## WHAT YOU WILL DO
Where does the word "HIRTH" show up in the records? Copy every line that holds it.

## Saved entries

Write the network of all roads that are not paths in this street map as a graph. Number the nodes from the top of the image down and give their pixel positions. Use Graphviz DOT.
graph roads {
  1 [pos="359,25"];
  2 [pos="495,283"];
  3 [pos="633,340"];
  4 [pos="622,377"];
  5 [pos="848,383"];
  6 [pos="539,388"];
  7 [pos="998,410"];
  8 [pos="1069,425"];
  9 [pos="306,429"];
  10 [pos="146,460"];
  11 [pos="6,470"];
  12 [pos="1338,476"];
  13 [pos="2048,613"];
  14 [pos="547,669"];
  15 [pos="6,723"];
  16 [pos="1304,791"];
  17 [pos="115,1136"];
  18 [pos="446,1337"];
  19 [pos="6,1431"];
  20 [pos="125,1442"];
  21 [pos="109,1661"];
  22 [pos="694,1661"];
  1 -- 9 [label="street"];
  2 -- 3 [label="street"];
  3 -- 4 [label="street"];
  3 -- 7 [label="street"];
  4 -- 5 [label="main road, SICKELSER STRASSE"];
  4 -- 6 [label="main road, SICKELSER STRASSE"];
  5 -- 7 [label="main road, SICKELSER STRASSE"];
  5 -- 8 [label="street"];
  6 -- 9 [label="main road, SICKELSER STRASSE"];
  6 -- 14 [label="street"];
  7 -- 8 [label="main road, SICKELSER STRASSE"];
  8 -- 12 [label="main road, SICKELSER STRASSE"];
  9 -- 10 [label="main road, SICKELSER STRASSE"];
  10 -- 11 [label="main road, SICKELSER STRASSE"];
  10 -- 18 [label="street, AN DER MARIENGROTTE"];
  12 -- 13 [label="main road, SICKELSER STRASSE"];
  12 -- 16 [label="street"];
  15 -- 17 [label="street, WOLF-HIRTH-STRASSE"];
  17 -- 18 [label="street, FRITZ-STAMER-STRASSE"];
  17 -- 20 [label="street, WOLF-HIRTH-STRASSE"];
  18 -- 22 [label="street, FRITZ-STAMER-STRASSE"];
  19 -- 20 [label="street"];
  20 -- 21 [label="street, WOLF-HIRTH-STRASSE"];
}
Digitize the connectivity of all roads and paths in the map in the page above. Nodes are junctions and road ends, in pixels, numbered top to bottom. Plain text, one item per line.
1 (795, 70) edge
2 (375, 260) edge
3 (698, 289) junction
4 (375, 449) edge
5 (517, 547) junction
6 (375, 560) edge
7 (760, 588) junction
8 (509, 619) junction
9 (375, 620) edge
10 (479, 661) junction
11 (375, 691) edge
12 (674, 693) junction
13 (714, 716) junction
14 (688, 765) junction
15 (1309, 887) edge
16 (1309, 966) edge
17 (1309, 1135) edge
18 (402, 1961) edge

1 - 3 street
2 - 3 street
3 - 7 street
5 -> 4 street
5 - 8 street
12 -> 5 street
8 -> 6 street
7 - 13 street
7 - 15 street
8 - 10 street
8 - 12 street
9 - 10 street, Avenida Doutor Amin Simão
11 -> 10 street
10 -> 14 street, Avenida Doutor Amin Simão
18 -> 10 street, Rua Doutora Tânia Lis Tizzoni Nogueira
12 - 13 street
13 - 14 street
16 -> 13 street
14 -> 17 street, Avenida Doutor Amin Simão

## TASK RESULT
  15 -- 17 [label="street, WOLF-HIRTH-STRASSE"];
  17 -- 20 [label="street, WOLF-HIRTH-STRASSE"];
  20 -- 21 [label="street, WOLF-HIRTH-STRASSE"];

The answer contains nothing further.